Examination of witness (Questions 160
WEDNESDAY 7 FEBRUARY
160. Is this part of MAFF's agency relationship?
Given that CAPPA will develop a great deal of knowledge and expertise
on the way in which the CAP payment system works, to what extent
will that be fed in to policy makers at MAFF?
(Mr McNeill) It is in my job description actually
that I have a role as Chief Exec of CAPPA to advise Ministers
on the implications of policy changes. In other words, as I mentioned
earlier, if they go to Brussels, and think of making significant
changes, that is issues arising in terms of lead times or system
changes, it has issues arising in terms of staffing levels and
timescales for processing claims, and, as happens now with the
Intervention Board and the RSC, we will be feeding back saying
"that sounds good but in practice it is just not going to
work, and you need to reconsider quickly what you are doing".
It is not for us to interfere in decisions on wider policy issues,
it is for Ministers and others to decide what their policy is
in the future of CAPPA.
161. You are confident then that the structure
that is being put in place would ensure that your knowledge and
expertise would not be bypassed?
(Mr McNeill) Yes. That is very clear. Both in the
job description and in the framework document I think the rules
are defined. We are meeting with Kate Timms to discuss that relationship
in more detail because she takes the lead in terms of policy work
as well. So we will make sure we have an input. In the Intervention
Board now and, indeed, in RSC we have people who go to Brussels
to discuss the actual implementation aspect of the various schemes
and that role will continue as well and that will provide a feed
in to policy makers who have difficulties at the moment.
162. I take it "populate the form"
means fill a form in?
(Mr McNeill) I am sorry, it is jargon, I know, I apologise.
163. I touched earlier on some of the risk element
of this. Let me conclude by the other risk I can see which is
the morale of the RSC employees at the moment and into the future
as they see the looming prospect of a redundancy payment. You
have not read many of the documents we have seen so you may not
have seen the staff survey of RSC members from the past which
did not indicate a particularly high level of morale before this
exercise. It is fair to assume that it will have declined since.
How are you going to address that?
(Mr McNeill) The business continuity payments will
of course be made to those who are eligible. Our advice is they
will be paid at the end of March in the April pay packet. That
has of course served to encourage people to stay with the Agency
during this period of change and of course there is a £5,000
164. Is that £5,000 each year?
(Mr McNeill) It is £1,000 each year and £5,000
at the end of the process in three or four years' time; a £5,000
lump sum at the end.
165. So that should secure some retention.

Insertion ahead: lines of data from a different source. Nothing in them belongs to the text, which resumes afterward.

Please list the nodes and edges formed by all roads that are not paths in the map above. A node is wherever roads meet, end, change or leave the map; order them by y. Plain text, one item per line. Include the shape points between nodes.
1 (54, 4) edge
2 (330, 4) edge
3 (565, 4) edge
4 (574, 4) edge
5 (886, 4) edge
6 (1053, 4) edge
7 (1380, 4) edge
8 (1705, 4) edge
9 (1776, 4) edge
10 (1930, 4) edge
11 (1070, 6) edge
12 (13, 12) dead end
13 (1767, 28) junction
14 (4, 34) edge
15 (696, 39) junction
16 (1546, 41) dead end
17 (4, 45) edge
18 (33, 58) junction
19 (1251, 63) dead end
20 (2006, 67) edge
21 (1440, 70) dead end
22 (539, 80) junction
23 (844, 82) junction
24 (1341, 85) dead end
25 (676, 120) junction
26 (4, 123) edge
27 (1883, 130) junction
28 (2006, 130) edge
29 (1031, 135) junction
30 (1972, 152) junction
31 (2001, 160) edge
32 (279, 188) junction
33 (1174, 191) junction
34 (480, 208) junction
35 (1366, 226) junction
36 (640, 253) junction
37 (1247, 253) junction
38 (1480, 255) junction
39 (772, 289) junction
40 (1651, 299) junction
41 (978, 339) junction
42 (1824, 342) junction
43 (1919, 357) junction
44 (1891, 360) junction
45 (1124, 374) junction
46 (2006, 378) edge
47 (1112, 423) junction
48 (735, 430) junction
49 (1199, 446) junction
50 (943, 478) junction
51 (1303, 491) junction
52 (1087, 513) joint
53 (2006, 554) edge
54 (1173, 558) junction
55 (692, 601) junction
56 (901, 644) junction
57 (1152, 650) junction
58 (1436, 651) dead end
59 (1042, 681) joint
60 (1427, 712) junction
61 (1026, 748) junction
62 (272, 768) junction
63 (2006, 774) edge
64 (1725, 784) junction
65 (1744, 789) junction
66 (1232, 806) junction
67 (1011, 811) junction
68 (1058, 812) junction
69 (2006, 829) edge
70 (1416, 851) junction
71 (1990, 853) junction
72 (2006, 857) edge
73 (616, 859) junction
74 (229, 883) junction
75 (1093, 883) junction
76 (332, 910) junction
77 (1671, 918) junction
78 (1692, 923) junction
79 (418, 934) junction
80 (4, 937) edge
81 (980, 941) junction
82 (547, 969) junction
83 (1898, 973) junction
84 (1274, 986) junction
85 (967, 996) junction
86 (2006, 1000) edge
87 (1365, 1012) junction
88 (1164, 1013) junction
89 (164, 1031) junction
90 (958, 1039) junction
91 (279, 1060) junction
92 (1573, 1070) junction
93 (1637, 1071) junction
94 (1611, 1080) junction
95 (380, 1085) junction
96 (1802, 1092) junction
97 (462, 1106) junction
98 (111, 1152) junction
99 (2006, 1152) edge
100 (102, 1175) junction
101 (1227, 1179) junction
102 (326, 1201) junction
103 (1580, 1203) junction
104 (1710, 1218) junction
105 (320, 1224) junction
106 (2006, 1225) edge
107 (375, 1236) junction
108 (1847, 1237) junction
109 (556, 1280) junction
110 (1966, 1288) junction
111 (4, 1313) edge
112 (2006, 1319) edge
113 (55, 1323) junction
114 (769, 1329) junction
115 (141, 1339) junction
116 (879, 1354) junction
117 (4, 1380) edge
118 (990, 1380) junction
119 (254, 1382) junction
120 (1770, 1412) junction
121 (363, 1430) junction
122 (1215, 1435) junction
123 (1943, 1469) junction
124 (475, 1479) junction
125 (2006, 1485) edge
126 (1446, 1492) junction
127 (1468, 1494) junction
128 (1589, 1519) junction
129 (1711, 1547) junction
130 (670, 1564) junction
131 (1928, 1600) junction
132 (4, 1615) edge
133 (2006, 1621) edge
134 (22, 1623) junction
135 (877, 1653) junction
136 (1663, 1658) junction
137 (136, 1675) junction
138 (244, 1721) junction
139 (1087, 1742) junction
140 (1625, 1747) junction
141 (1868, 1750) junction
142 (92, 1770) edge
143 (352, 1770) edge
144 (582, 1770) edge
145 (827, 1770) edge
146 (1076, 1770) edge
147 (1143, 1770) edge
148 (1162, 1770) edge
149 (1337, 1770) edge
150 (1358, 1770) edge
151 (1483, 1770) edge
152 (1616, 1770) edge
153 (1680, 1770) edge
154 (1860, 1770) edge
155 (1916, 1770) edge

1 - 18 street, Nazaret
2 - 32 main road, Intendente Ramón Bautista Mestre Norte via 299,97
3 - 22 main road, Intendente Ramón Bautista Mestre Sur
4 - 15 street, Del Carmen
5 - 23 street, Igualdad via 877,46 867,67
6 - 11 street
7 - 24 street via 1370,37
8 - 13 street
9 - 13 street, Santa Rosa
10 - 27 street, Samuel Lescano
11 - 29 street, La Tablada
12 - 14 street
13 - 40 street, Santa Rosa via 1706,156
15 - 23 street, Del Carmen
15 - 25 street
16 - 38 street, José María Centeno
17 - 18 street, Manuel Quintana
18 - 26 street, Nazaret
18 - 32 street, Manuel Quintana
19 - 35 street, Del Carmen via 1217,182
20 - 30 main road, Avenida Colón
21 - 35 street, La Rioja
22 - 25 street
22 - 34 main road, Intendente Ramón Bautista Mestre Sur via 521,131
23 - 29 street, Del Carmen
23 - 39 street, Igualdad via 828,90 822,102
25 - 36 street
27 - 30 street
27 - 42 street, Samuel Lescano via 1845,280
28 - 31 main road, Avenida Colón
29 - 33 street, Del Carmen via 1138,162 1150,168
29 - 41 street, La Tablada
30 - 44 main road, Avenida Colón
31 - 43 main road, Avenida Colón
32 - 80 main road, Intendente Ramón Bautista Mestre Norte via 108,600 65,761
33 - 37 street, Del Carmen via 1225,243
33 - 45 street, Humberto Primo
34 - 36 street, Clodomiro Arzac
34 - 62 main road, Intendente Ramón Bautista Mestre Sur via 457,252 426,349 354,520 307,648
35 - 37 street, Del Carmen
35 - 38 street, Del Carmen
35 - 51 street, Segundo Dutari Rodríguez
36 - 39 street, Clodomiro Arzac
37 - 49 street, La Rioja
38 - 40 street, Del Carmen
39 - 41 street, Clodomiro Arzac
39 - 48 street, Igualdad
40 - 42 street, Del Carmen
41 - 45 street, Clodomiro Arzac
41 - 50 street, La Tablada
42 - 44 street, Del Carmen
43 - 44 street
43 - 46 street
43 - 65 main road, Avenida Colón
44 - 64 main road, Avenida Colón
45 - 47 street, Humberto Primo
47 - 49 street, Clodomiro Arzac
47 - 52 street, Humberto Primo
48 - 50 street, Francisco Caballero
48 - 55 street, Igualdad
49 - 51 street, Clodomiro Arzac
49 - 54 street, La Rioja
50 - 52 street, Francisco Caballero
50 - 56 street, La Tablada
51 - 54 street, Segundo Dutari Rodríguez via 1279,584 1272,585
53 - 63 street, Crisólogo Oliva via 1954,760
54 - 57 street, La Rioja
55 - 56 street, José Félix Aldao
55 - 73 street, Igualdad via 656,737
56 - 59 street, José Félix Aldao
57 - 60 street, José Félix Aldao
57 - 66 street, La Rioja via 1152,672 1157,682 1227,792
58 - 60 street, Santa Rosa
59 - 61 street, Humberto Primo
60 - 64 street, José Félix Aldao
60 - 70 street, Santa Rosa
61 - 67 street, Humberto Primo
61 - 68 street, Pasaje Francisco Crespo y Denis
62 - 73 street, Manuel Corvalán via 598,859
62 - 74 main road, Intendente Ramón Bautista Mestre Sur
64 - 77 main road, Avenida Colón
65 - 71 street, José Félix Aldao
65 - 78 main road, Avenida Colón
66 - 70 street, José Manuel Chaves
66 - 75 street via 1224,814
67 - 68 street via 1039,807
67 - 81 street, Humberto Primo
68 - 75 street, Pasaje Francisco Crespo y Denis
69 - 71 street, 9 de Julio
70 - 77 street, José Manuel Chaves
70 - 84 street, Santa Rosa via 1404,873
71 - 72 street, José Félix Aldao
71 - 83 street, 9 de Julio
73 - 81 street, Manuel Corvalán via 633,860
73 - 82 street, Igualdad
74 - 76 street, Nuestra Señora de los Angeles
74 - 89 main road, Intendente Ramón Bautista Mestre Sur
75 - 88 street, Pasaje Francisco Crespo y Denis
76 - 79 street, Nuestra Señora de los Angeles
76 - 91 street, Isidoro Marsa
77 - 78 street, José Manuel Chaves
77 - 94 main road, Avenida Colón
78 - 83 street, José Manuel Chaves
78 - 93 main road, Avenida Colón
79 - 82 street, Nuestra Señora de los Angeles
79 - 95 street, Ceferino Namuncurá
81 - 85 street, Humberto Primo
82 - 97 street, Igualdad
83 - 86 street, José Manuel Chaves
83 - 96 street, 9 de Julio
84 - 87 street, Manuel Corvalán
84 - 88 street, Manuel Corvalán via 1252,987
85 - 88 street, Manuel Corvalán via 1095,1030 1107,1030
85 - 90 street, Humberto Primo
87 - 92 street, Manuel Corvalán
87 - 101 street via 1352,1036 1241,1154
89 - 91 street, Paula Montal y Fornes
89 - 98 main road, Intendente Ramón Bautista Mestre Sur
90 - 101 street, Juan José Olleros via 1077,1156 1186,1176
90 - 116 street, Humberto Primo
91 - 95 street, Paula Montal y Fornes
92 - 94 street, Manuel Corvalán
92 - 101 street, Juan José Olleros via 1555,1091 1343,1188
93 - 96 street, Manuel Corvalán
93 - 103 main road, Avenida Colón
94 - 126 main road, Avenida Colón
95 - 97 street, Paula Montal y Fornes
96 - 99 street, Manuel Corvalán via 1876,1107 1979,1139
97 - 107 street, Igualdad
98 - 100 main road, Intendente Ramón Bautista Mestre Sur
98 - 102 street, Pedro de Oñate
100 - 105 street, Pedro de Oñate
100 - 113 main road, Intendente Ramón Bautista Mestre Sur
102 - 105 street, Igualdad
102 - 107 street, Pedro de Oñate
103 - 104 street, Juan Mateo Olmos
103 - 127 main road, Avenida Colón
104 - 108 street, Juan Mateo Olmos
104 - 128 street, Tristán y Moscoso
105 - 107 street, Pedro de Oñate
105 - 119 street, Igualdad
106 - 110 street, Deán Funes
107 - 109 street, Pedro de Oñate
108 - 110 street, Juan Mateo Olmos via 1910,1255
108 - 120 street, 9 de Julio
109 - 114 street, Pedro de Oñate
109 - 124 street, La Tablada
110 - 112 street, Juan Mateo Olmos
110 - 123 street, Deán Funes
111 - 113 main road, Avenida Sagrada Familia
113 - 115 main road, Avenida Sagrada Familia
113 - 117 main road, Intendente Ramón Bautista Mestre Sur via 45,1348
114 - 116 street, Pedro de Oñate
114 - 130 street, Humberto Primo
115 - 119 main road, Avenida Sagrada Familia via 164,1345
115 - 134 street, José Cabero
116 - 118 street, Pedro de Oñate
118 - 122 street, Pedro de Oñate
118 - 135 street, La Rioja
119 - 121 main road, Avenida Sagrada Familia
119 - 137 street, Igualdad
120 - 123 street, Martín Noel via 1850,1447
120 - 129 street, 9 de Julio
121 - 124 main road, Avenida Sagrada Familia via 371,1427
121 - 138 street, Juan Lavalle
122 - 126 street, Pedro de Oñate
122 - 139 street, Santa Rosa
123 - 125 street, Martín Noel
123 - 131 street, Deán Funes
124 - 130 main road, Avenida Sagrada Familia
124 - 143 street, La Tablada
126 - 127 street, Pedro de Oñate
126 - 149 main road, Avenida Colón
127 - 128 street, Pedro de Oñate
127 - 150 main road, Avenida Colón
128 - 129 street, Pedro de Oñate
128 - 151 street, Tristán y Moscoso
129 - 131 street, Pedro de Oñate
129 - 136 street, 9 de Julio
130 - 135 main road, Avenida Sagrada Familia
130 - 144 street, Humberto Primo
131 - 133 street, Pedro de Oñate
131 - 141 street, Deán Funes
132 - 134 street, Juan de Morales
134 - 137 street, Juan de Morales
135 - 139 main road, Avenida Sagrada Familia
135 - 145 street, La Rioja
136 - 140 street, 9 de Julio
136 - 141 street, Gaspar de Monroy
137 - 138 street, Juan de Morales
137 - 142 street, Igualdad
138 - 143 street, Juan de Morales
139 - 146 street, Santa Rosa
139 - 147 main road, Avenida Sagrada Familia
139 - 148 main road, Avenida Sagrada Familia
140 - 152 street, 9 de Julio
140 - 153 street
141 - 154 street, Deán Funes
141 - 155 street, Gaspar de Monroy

(Mr McNeill) Yes, it may secure some retention.
166. Although one needs to be aware some of
these standards are in areas of very, very low employment and
therefore opportunities are not readily available for competent
(Mr McNeill) Yes, and some are in areas of very high
employmentCambridge, for example, where we have had difficulty
recruiting staff, I understand, in the past. So it is a mixed
bag. In those areas of high employment, people may decide to stay
with us, to take their continuity payments, and we are making
contingency plans in the event that does not work, such as moving
work to other areas such as Newcastle where there is still a significant
level of unemployment and we can recruit very good staff for the
work. In areas of high unemployment, we are looking now at what
placement packages and training we can put in place. We will be
putting in a service to find other jobs within Government and
government offices in the area. We have, for example, a decision
taken to place the State Veterinary Service's Scrapie Research
Unit, at Worcester, which would soak up a number of staff which
would arise from the closure of that office, and that is influencing
our thinking now in terms of business continuity. If the SVS move
in, we may need to look at how we manage the down-sizing and closure
of Worcester at an earlier stage, because that means there would
not be casualties, they could move onto other SVS work. It is
that type of dynamic environment we are monitoring carefully with
167. I have given you quite a lot of free advice
this morning, can I give you another bit? Running services which
are time-limited and doomed is a complex specialist professional
task which requires special skills from the managers responsible
which may not exist in the existing management of RSCs, and I
would certainly urge on you a rapid review of the competency of
existing RSC managers to see if they can cope with the very different
dynamics of an organisation which may disappear and where morale
will be a constant problem and where service performance is almost
certainly going to be threatened by that. I would suggest you
carefully scrutinise whether you have the people in place to do
that job, because it is not a common one and it is not at all
the same as running a standard service which everyone knew was
going to be there for another five, ten years.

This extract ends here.